I had the best Mother’s Day. I got my baby fix. We had my youngest son’s First Communion and lots of family was here to celebrate with us. Among those was my niece’s sweet angel of a baby girl. Mmmm, she smells delicious and makes the sweetest noises. Not once did she cry, even during Mass. It was so fun to see my kids interact with her and beg to feed and hold her. Who knew my kids loved babies so much? Maybe I should have another… Just kidding of course!
My son looked so cute up on the alter in his tie and navy blazer. He recited the Lord’s Prayer like a champ. I am so proud of that little boy. Afterwards, we had a huge Cinco de Mayo style feast with pork carnitas, slow cooked black beans and Mango and Jicama Slaw. I think the guacamole might have been the hit of the party. It’s. That. Good. Did you know that Chipotle recently released their recipe for guacamole? Woo hoo! You can find that recipe here. It’s super simple and quick to put together. I’ve made Ina Garten’s guacamole recipe for as long as I can remember so it was time to try something new. Ina adds hot sauce instead of the hot peppers and she uses lemons and limes for citrus. Chopped, seeded tomatoes give her guacamole some beautiful color. For this new recipe I blended the two and the results are addictive.
Although this is a completely basic recipe there are some pitfalls that can make or break your dip. First of all, for pete’s sake get a ripe but not overripe avocado. Place them in the palm of your hand and check for a slight softness.
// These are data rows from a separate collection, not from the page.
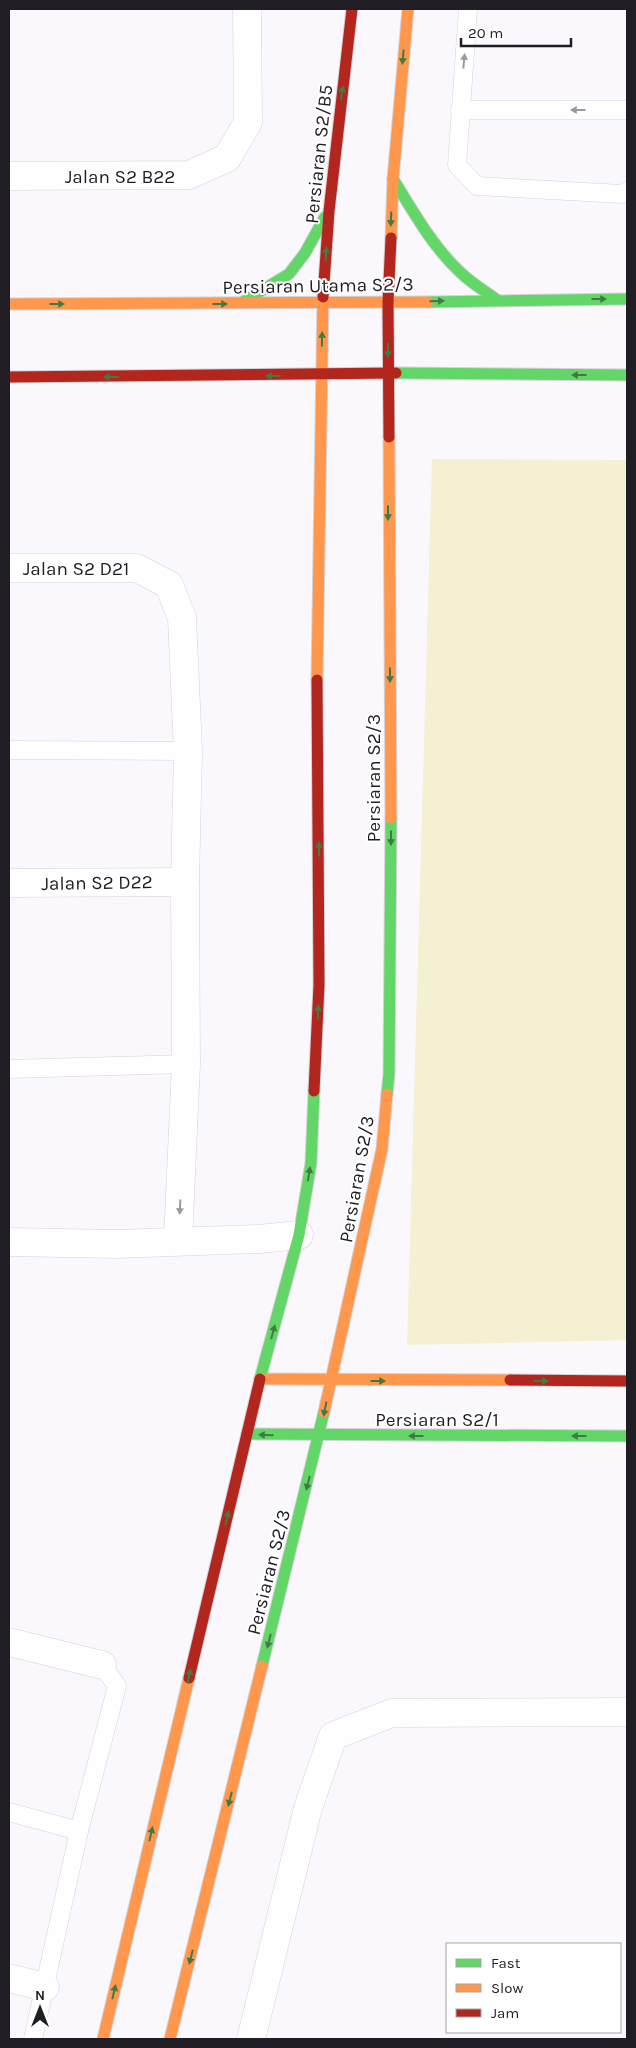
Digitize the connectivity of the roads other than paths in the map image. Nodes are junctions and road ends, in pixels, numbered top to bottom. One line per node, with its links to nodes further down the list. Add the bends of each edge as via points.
1 (247, 9): 7 (street, Jalan S2 B22, via 248,122 227,158 189,176)
2 (352, 9): 10 (main road, Persiaran S2/B5, one-way to 2)
3 (408, 9): 8 (main road, one-way to 8)
4 (468, 9): 5 (lane, one-way to 4)
5 (460, 110): 6 (lane, one-way to 5); 9 (lane, via 456,164 477,186 622,194)
6 (627, 110)
7 (9, 176)
8 (393, 178): 12 (main road, via 437,247 462,273); 13 (main road, one-way to 13)
9 (627, 191)
10 (328, 211): 14 (main road, Persiaran S2/B5, one-way to 10); 16 (main road, via 305,254 289,274)
11 (627, 299): 12 (main road, Persiaran Utama S2/3, one-way to 11)
12 (497, 300): 13 (main road, Persiaran Utama S2/3, one-way to 12)
13 (388, 302): 14 (main road, Persiaran Utama S2/3); 17 (main road, Persiaran S2/3, one-way to 17)
14 (323, 303): 16 (main road, Persiaran Utama S2/3); 18 (main road, Persiaran S2/B5, one-way to 14)
15 (9, 304): 16 (main road, Persiaran Utama S2/3, one-way to 16)
16 (239, 304)
17 (387, 374): 18 (main road); 19 (main road, one-way to 17); 32 (main road, Persiaran S2/3, one-way to 32, via 391,866 389,1075 382,1149)
18 (322, 375): 20 (main road, one-way to 20); 28 (main road, Persiaran S2/B5, one-way to 18, via 311,1163 319,984 318,657)
19 (627, 375)
20 (9, 378)
21 (9, 568): 23 (street, Jalan S2 D21, via 137,568 169,586 182,618)
22 (9, 750): 23 (lane)
23 (188, 751): 24 (street)
24 (184, 882): 25 (street, Jalan S2 D22); 26 (street)
25 (9, 883)
26 (186, 1064): 27 (lane); 29 (street, one-way to 29)
27 (9, 1069)
28 (299, 1235): 29 (street); 31 (main road, Persiaran S2/B5, one-way to 28)
29 (178, 1240): 30 (street, via 117,1244)
30 (9, 1242)
31 (260, 1379): 32 (main road, Persiaran S2/1); 34 (main road, Persiaran S2/B5)
32 (330, 1381): 33 (main road, Persiaran S2/1, one-way to 33); 35 (main road, Persiaran S2/3, one-way to 35)
33 (627, 1381)
34 (247, 1434): 35 (main road, Persiaran S2/1, one-way to 34); 45 (main road, Persiaran S2/B5, one-way to 34)
35 (319, 1436): 36 (main road, Persiaran S2/1, one-way to 35); 46 (main road, Persiaran S2/3, one-way to 46)
36 (627, 1436)
37 (9, 1642): 38 (street)
38 (102, 1665): 41 (lane, via 117,1686)
39 (627, 1712): 47 (street, via 392,1713 333,1736 308,1808)
40 (9, 1812): 41 (lane)
41 (79, 1831): 43 (lane)
42 (9, 1978): 43 (street)
43 (46, 1987): 44 (lane)
44 (33, 2039)
45 (103, 2039)
46 (170, 2039)
47 (251, 2039)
If it’s too soft it’s overripe and if it’s still hard it will ripen in a few days.
If you choose to add the tomatoes like Ina Garten’s recipe you must seed the tomatoes or you will have a runny mess. I usually slice the tomatoes into quarters and push the seeds out with my fingers. Basically I’m just chopping the outer part and the membrane.
Finally, storing the guacamole afterwards can be a pain. I prefer to make it right before my guests arrive. If not cover with plastic wrap and push it down so it is touching the entire top of the guacamole. The Kitchn has an interesting idea here. They suggest you put it in a plastic container, cover the entire surface with water and place a snug fitting lid on top. The water prevents any oxygen from turning the guacamole green. Who knew?
Now that you have mastered the art of making simple guacamole, what can you do with it?
- well duh, tortilla chips (I love Late July chips)
- serve with tacos or nachos
- top grilled fish with it
- use as a spread on a turkey sandwich
- put on top of a baked potato
- put on a cheeseburger or hot dog
- on crostini as an appetizer
- use as a crudite dip with jicama
- serve with scrambled eggs
- put in a layered Mexican dip
- serve with quesadillas
- serve with grilled shrimp as an appetizer
- 2 Hass avocados ripe
- juice from half a lime
- juice from half a lemon
- 1/4 cup red onion diced small
- 1 jalapeño or serrano pepper or less if you prefer, seeds removed, diced small
- 3 tsp cilantro chopped
- 1/4 tsp Kosher salt
Cut the avocados in half and remove the pit. Scoop the flesh into a bowl.
Immediately add the citrus juices and toss.
Mash with a potato masher.
Add remaining ingredients and taste. Adjust seasoning if needed.